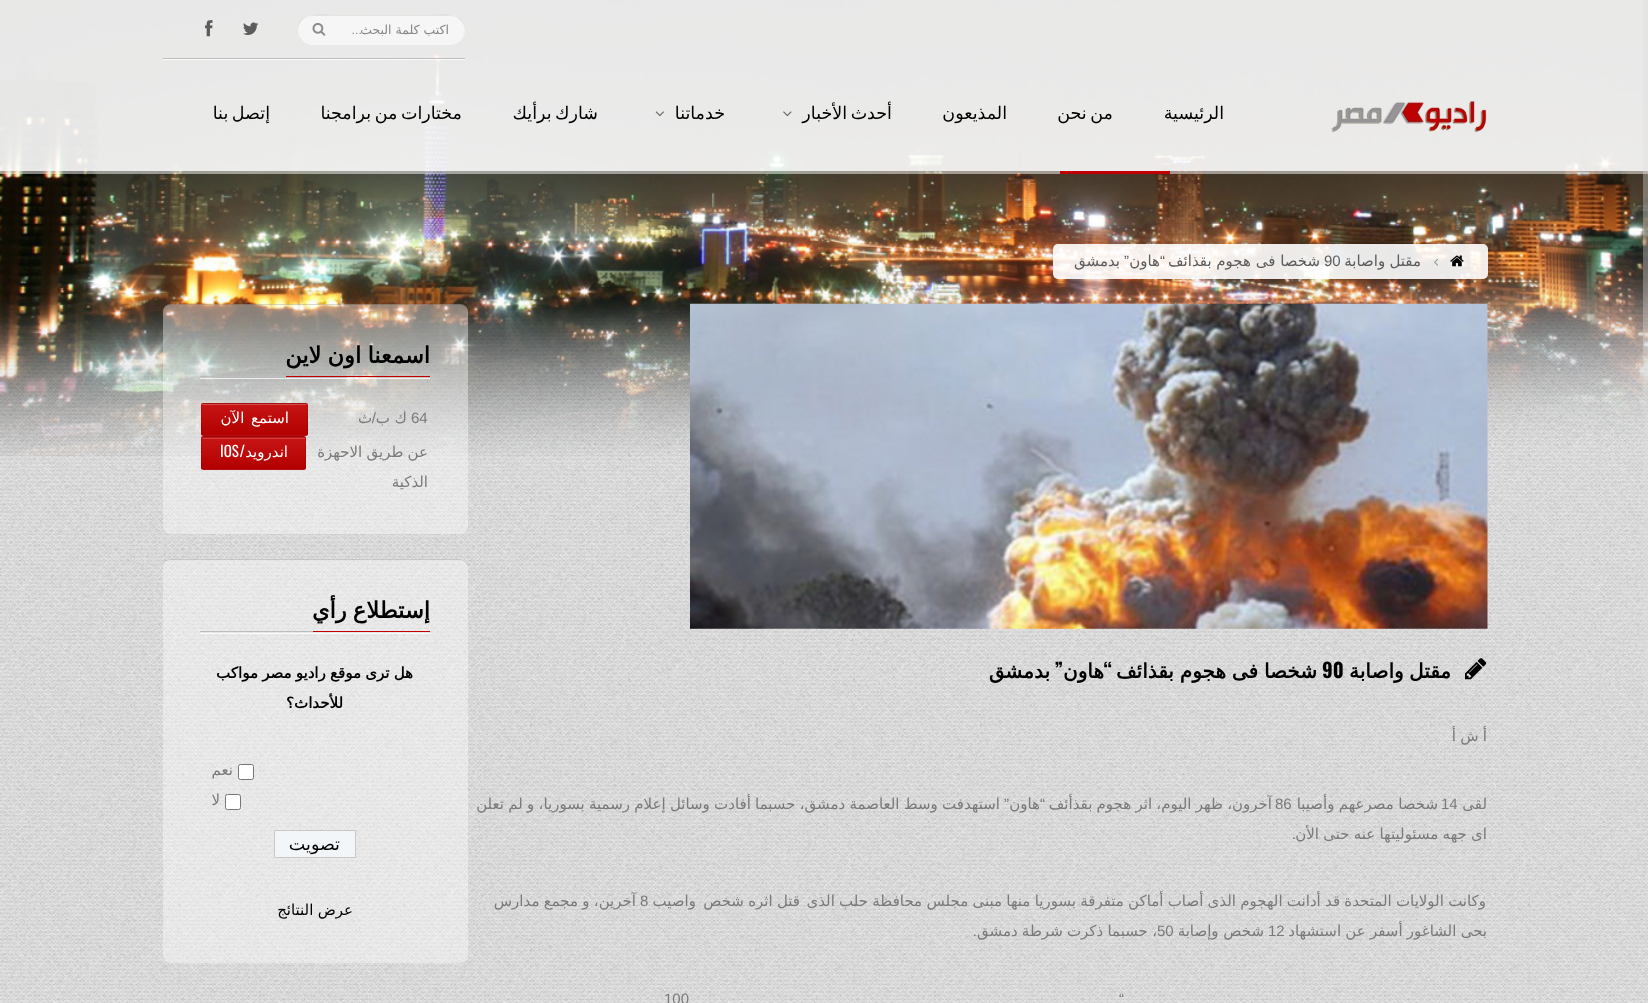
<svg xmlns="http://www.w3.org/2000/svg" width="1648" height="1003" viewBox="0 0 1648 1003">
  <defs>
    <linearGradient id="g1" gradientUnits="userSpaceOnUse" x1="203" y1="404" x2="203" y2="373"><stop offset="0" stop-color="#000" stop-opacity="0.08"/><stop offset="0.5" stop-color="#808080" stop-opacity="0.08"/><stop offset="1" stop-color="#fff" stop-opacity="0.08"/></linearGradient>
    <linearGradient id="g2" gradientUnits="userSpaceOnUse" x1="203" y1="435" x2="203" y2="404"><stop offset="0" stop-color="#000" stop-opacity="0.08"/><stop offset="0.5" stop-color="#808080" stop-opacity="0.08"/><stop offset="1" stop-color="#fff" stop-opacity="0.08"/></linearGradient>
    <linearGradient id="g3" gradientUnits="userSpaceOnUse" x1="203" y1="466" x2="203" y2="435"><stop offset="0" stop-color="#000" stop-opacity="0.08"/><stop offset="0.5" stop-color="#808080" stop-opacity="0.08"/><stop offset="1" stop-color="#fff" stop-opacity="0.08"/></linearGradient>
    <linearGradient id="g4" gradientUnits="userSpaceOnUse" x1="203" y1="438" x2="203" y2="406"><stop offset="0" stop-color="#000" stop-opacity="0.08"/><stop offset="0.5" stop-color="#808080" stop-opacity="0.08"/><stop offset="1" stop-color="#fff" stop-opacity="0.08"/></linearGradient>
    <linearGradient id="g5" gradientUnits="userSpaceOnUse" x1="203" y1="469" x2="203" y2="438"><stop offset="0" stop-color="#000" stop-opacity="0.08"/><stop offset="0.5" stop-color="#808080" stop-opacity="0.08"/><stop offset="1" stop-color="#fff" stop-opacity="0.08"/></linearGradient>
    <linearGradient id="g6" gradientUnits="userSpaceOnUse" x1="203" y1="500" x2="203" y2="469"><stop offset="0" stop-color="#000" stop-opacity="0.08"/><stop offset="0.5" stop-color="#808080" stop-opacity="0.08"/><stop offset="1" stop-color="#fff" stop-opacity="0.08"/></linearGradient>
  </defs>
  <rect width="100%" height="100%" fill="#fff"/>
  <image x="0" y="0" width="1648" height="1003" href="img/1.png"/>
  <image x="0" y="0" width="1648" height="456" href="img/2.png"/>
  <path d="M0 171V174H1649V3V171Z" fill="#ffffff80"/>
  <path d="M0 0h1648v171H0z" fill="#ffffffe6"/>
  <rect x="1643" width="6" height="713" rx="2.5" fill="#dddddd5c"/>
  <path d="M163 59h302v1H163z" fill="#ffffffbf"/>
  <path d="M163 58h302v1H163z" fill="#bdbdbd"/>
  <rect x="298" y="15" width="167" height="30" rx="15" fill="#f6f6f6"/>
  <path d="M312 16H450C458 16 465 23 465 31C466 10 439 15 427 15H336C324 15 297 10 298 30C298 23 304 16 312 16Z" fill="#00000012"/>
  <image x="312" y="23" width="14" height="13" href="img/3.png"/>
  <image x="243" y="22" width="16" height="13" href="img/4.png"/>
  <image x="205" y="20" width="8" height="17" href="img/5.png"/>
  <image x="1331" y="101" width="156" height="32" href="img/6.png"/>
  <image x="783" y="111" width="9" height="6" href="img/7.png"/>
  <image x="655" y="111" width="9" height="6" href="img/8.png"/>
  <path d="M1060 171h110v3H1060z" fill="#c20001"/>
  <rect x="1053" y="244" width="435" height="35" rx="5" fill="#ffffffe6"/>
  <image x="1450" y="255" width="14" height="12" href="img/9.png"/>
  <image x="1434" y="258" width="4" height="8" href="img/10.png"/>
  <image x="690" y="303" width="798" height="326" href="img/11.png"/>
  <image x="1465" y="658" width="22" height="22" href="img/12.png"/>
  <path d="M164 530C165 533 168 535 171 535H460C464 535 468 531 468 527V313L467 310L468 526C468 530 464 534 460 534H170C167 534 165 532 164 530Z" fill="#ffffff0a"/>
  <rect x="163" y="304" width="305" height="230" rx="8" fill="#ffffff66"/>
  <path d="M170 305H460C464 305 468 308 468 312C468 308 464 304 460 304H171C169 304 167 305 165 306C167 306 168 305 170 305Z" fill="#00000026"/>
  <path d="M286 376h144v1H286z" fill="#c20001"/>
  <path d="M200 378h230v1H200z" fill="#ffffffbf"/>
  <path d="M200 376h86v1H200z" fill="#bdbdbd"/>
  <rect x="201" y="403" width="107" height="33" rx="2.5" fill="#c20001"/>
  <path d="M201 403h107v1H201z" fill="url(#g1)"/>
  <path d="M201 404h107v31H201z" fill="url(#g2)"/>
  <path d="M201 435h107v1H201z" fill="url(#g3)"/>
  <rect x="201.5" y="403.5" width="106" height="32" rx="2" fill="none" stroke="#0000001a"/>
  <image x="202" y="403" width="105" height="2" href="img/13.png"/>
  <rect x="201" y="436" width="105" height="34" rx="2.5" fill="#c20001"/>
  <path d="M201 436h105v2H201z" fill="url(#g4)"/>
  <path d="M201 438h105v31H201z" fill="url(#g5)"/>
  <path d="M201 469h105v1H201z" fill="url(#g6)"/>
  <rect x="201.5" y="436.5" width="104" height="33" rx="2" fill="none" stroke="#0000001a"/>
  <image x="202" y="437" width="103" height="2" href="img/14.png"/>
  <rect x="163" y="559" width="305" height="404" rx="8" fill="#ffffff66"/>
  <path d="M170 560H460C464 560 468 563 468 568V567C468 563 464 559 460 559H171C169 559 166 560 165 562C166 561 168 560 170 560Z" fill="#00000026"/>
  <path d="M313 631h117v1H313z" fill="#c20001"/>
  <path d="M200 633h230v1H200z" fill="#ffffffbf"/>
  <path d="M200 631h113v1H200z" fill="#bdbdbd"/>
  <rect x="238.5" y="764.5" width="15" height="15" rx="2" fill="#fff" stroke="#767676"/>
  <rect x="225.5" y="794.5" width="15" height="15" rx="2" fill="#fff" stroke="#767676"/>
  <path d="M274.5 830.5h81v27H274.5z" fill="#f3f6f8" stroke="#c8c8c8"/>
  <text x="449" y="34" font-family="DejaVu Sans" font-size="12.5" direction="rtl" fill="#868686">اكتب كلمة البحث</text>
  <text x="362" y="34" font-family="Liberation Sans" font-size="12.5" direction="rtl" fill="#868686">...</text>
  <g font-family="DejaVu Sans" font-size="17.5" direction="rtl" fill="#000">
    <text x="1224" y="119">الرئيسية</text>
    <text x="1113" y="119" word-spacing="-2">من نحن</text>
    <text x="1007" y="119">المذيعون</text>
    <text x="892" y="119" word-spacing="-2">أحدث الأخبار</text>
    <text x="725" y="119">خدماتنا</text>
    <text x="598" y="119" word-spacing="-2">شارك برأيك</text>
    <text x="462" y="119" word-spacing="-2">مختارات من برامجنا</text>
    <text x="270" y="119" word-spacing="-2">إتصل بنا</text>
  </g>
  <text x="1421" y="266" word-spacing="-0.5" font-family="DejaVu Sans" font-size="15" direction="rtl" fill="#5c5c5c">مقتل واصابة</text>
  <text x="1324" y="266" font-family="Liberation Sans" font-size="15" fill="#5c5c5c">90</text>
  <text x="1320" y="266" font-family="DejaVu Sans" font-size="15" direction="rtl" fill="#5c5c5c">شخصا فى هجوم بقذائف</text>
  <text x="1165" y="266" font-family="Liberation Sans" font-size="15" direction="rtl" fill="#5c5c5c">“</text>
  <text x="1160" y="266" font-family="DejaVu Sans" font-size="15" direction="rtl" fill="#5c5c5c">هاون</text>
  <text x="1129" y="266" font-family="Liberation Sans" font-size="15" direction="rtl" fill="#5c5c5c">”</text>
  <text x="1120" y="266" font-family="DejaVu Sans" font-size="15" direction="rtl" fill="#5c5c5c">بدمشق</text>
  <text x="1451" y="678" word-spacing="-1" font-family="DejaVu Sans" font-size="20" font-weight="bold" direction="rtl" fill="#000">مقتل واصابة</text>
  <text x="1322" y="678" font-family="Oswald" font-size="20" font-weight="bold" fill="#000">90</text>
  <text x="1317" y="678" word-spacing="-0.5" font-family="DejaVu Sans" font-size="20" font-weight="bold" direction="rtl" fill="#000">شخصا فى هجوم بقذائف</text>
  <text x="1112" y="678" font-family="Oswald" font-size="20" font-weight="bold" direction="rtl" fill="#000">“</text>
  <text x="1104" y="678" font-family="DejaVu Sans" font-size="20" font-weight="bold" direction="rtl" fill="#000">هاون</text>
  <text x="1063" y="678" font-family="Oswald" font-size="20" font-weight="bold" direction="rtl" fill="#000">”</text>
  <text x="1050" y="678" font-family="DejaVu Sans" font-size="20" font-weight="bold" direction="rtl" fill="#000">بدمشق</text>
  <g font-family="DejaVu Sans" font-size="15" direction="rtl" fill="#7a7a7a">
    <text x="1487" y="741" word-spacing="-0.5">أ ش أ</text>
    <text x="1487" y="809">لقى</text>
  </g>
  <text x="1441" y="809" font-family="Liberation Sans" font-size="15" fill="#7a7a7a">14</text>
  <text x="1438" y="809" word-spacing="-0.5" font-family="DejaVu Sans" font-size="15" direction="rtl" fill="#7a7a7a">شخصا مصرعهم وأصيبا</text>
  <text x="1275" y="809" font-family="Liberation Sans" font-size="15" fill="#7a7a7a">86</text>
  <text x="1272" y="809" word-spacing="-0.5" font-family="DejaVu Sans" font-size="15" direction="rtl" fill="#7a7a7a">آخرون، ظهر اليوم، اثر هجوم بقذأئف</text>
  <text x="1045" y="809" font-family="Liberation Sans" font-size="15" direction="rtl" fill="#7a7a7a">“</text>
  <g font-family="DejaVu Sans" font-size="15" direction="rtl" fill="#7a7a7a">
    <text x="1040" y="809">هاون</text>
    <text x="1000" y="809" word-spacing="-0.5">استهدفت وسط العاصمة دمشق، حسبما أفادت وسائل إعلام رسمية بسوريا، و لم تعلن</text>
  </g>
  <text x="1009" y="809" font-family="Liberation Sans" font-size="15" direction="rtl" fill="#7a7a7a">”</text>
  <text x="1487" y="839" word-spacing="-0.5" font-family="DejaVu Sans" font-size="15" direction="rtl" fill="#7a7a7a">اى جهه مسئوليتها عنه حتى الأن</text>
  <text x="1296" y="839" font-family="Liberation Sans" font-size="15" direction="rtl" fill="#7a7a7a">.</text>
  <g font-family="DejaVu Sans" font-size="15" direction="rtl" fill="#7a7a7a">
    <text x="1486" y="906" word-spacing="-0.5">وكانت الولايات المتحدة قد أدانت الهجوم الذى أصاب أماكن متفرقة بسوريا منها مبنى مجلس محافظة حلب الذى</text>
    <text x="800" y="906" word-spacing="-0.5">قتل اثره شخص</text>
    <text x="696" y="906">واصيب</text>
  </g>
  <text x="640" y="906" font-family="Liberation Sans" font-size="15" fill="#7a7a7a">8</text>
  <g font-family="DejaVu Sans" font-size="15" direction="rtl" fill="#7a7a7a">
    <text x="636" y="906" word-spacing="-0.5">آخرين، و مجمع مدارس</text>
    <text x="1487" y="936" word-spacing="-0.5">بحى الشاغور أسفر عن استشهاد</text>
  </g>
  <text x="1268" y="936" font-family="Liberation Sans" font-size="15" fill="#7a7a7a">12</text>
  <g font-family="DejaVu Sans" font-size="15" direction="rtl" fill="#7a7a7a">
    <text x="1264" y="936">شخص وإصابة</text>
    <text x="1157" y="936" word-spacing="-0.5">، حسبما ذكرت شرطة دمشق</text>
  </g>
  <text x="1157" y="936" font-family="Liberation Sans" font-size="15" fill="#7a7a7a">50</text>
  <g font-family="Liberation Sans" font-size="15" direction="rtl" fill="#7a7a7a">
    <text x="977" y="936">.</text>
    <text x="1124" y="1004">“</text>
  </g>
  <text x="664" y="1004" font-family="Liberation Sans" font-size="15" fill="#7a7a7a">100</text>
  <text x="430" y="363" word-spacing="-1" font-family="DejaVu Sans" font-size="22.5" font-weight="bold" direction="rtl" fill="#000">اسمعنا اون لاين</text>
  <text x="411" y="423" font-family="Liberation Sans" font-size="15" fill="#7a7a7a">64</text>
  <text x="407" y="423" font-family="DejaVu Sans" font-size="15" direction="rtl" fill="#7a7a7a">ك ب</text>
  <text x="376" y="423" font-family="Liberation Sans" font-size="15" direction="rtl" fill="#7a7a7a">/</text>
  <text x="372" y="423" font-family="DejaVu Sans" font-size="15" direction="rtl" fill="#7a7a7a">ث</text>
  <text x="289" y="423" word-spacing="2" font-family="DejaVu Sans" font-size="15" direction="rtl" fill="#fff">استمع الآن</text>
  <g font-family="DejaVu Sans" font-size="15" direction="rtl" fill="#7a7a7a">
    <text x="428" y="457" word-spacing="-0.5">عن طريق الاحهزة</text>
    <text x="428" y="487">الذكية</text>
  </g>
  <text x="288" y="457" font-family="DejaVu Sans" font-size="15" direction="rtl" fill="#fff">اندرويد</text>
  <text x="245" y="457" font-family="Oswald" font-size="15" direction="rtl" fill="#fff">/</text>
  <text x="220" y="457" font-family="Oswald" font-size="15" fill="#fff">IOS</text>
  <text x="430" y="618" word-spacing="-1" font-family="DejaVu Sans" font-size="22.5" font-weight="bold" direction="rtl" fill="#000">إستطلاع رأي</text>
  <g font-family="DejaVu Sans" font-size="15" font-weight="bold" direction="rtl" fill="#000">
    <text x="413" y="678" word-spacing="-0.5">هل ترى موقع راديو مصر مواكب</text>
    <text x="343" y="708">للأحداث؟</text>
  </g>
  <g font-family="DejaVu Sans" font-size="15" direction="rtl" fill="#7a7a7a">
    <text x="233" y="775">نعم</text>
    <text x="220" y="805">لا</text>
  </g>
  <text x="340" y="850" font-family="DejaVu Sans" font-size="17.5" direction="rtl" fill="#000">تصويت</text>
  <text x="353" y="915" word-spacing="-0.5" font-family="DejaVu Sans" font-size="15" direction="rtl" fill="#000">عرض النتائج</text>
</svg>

+===+

# [Brief]
Reproduce, word for word, the line containing "راديو مصر مواكب</text>" along with every later line of the listing, and leave out all earlier lines.

# [Answer below]
    <text x="413" y="678" word-spacing="-0.5">هل ترى موقع راديو مصر مواكب</text>
    <text x="343" y="708">للأحداث؟</text>
  </g>
  <g font-family="DejaVu Sans" font-size="15" direction="rtl" fill="#7a7a7a">
    <text x="233" y="775">نعم</text>
    <text x="220" y="805">لا</text>
  </g>
  <text x="340" y="850" font-family="DejaVu Sans" font-size="17.5" direction="rtl" fill="#000">تصويت</text>
  <text x="353" y="915" word-spacing="-0.5" font-family="DejaVu Sans" font-size="15" direction="rtl" fill="#000">عرض النتائج</text>
</svg>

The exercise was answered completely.